Jean-Marie le Pen, 85 years old, grew up in poverty, in a small fishing village. His father died during the War, so his mother had to sew to feed the two of them. Her son proved soon to be a leader, hating to take orders, aggressive and violent. Several times he got himself into trouble especially when leading youth revolts but thanks to his numerous contacts he never got jailed.

Loving to debate, he proved an excellent orator. “I’m a born leader”, Jean-Marie le Pen boosted. However he had to wait until 1972 before his turn came and he started leading a new party called ”Le Front National”. It’s doesn’t really have a definite program except that it’s against immigration and for nationalism. Despite the party’s lack of voters and consisting mostly of politicians nobody else wanted, he never gave up.

His luck turned, oddly enough, both thanks to socialists and to unexpected allowances.

In 1981, the socialist, François Mitterand, became president and introduced ”la proportionnelle” – i.e. a voting system based on proportions rather than on majority – thus permitting le Pen to get a foot into the French parliament.

Through that platform, he started pulling in the masses. When he got a substantial fortune and a large house in a fashionable area from another extreme-right lobbyist – Lambert – he could spend all his time and energy engaged in politics, without having to worry about a paid job.

In 1984, a childless millionaire, Mme Léonais, donated a huge sum of money to his party. She continued to do that regularly during the rest of her life but le Pen put the money in his own pocket and never bothered to forward it to the party. According to his former wife, Pierrette, he currently has around 30 million Euros in different hidden accounts. Le Pen is well-known for his lack of generosity – maybe a consequence of his poor childhood?

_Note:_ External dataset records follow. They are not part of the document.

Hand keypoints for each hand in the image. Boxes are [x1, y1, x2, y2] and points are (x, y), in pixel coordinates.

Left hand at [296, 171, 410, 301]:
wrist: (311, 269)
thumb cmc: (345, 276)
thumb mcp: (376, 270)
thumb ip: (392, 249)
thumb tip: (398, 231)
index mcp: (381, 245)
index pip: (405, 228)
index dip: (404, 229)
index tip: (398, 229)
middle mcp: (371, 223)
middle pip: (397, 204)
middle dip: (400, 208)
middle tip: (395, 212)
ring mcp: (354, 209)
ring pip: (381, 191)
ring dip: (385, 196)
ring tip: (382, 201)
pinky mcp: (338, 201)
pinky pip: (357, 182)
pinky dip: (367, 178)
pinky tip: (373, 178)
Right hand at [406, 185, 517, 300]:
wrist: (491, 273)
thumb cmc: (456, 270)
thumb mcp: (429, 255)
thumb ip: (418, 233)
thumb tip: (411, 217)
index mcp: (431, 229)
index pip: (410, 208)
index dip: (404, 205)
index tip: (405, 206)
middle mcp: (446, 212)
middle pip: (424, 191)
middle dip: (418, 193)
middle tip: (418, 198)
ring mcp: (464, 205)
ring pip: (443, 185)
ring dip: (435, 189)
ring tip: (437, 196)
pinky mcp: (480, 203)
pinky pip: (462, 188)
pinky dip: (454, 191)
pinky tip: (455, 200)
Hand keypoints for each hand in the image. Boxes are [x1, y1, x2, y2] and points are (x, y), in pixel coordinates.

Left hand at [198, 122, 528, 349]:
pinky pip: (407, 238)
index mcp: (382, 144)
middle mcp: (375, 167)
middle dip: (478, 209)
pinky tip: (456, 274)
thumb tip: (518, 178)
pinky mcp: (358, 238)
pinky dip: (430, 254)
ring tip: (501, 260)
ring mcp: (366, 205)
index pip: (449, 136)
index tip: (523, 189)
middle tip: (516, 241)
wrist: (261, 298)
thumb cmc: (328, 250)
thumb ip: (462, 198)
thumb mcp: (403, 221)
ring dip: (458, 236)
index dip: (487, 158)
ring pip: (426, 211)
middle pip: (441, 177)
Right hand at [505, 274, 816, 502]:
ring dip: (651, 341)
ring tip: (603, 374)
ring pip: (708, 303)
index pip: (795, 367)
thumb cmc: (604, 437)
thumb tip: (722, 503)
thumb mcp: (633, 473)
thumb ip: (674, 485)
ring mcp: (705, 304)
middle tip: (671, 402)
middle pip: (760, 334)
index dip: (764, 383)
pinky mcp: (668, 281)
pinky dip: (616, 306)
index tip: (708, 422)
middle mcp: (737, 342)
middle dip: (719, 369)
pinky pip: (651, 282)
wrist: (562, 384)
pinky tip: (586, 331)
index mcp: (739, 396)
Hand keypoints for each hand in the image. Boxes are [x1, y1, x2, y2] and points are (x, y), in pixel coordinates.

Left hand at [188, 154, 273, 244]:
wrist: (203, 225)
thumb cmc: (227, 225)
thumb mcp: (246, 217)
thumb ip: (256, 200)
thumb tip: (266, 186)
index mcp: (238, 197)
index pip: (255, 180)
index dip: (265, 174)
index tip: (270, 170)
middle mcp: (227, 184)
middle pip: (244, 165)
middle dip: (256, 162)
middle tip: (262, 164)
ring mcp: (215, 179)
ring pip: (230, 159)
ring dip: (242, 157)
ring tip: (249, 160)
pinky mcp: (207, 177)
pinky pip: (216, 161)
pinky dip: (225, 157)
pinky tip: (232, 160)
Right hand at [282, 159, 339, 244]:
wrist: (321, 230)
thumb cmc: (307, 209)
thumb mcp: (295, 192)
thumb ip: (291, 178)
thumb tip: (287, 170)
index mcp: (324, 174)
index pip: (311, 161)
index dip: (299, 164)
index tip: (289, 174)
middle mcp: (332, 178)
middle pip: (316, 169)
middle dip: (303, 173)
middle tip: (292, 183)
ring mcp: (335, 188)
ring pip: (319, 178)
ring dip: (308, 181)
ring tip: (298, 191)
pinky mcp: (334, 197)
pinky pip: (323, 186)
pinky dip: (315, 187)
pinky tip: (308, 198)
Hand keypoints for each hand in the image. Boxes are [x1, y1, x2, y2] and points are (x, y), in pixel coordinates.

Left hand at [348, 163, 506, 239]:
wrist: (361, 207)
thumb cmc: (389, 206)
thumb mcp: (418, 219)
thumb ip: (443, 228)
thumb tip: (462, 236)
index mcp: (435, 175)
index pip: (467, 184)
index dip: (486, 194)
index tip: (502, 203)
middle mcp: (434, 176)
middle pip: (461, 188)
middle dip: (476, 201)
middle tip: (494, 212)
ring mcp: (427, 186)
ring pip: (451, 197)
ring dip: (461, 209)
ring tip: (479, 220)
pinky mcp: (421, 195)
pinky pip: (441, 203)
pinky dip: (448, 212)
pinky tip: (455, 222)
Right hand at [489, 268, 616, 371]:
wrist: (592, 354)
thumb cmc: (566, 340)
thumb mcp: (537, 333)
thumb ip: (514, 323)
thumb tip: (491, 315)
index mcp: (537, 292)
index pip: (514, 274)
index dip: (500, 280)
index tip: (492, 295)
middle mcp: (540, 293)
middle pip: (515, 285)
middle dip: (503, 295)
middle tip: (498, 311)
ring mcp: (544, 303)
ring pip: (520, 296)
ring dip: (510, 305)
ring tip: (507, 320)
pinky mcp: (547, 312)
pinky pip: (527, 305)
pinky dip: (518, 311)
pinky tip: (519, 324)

He got three daughters with Pierrette. After her departure he became closer to them and could thus also use them. He had made a fool of himself by going too far in his anti-Semitic statements saying that: “the gas-chambers were but a detail during WWII”! To add to his “misfortune” he knocked down another candidate during an election campaign. As a consequence the party lost voters.

The daughters: 

Marine le PenMarine le Pen

A new face then emerged: Marine le Pen, one of Jean-Marie’s daughters. Mainly due to her appealing looks, she draws adherents. The blond, well-spoken, smart and charming woman wins an increasing number of French hearts. Le Pen first made her vice-president. In 2011, she became head of the party. ”Our name is linked to the party,” according to Jean-Marie le Pen. Comparing the party to a family business, he alienated all other politicians from his own party. Lately, he’s even involved his grandchild, Marion. The strategy seems to work: according to the latest polls in February 2014: Le FN scores 34 %.

Le Pen stands for the nostalgia of France’s lost empire. The charismatic, vivid 85-year old resembles a tribal chief – or a Viking chief. The old chief is still governing behind the scenes. The program has been somewhat polished but just on the surface, behind lurks still the same nationalistic and populist ideology that 1/3 of the Frenchmen adhere to. The clan le Pen tries to conquer by dividing and takes votes from both the right as from the left.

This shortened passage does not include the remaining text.